Edgar musste einem Verdacht nachgehen. „Kann ich den Ofen sehen?“

„Sind Sie ein Wessi? Darf man das Polizisten fragen?“

„Nein, das ist verboten“, sagte er lächelnd. Bevor er das Schlafzimmer betrat, warf Edgar einen Blick in die Küche. Sie war modern eingerichtet und wirkte recht unbenutzt. Vor dem Fenster hing ein einsamer Ballettschuh herunter; diesen Schuh hatte er gestern Abend bemerkt. Edgar sah Katrins amüsiertes Gesicht. „Ja, ja, ich bin es, eine Ex-Ballettratte. Leider zu groß gewachsen und nur mäßig talentiert“, bekannte sie.

„Immerhin“, sagte er und ging rüber ins Schlafzimmer. Dort stand ein mannshoher Ofen aus dunkelgrünen Kacheln. Am anderen Ende des Zimmers, unter dem Fenster sah Edgar ihr Bett. Zwei Kopfkissen und zwei Decken, notierte er nebenbei in Gedanken, während er den Ofen begutachtete.
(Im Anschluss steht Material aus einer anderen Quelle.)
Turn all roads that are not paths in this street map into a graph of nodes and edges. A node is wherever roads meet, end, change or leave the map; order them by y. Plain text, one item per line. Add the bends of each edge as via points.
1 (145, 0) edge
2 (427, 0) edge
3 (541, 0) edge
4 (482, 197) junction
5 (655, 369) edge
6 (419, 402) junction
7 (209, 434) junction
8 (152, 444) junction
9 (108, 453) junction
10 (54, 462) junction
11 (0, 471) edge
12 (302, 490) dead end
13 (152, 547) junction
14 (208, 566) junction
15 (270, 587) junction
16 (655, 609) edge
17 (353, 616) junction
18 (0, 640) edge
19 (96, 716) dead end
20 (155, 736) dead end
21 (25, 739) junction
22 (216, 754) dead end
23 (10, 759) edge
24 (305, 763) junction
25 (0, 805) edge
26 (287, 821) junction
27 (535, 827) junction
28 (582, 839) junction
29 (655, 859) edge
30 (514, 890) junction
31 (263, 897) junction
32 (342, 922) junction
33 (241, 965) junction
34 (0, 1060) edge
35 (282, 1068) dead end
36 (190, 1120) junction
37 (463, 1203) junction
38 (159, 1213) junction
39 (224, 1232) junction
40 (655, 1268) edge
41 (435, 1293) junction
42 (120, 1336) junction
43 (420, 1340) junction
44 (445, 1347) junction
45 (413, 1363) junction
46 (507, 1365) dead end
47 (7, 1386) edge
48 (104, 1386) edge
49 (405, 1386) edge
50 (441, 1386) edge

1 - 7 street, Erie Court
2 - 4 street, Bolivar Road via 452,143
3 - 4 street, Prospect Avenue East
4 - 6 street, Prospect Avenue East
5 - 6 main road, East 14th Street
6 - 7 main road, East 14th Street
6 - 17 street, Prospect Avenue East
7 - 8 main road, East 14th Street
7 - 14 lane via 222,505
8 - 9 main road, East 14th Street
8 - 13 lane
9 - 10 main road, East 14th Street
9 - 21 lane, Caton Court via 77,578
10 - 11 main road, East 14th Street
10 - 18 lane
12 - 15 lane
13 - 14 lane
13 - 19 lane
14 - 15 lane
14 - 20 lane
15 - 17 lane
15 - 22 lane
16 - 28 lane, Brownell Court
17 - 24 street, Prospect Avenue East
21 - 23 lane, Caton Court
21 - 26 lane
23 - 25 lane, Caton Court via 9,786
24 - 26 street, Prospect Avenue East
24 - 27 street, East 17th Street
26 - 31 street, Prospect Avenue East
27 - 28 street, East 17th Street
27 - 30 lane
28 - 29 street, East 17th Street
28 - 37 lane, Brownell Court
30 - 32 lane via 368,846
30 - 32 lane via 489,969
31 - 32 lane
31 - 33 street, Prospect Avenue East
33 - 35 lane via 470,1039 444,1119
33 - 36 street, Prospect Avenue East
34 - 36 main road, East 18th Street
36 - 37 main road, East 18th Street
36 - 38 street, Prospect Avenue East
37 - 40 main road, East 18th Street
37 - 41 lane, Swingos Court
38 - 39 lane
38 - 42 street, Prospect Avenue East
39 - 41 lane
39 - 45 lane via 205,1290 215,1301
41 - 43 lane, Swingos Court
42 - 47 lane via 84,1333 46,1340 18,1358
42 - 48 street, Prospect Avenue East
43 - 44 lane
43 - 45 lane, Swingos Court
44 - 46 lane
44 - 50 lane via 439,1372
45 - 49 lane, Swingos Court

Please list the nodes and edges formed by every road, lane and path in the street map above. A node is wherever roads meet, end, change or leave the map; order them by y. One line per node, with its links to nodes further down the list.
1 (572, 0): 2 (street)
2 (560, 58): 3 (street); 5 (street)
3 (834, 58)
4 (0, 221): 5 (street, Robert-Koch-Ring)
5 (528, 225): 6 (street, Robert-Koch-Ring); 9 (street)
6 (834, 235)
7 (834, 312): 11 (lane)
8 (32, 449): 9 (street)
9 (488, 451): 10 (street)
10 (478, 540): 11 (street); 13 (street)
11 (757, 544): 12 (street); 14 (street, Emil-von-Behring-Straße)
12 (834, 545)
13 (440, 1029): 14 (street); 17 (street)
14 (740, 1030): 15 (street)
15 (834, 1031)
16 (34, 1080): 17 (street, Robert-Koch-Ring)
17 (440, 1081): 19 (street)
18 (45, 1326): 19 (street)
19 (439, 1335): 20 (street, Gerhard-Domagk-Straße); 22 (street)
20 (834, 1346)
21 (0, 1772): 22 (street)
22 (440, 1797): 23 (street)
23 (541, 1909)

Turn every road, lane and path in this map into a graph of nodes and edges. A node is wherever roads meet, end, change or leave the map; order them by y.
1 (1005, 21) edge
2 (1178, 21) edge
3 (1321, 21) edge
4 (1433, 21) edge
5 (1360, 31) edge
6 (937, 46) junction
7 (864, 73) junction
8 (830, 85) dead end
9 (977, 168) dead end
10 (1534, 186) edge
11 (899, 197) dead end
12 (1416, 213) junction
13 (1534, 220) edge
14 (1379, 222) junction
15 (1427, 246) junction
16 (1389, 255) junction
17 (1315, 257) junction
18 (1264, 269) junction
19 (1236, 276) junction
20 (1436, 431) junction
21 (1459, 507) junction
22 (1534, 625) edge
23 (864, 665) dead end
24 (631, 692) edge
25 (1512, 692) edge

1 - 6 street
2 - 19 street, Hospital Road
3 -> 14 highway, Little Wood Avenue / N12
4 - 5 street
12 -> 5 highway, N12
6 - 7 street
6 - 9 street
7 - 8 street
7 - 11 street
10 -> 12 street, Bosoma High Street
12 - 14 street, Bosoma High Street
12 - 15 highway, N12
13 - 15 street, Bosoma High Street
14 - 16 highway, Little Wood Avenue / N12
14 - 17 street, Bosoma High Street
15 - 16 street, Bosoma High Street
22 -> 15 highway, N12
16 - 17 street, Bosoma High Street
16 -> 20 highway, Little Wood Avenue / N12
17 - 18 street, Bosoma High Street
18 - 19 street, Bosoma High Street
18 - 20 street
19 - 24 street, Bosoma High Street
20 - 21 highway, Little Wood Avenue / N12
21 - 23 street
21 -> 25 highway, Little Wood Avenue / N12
Katrin lehnte sich lässig an die Tür. „Morgen ist übrigens Samstag“, bemerkte sie.

„Ich weiß. Hat Frau Richter einen Schlüssel zu Ihrer Wohnung?“

„Das fehlte mir noch. Was suchen Sie?“

„Sie haben bestimmt einen Schürhaken, wo ist er?“

„Hinter dem Ofen, glaube ich.“

Der Haken war verdreckt und staubig. Blutspuren waren beim ersten Augenschein nicht sichtbar. Edgar fasste ihn vorsichtig an einem Ende an und erklärte der überraschten Frau, dass der Schürhaken beschlagnahmt sei.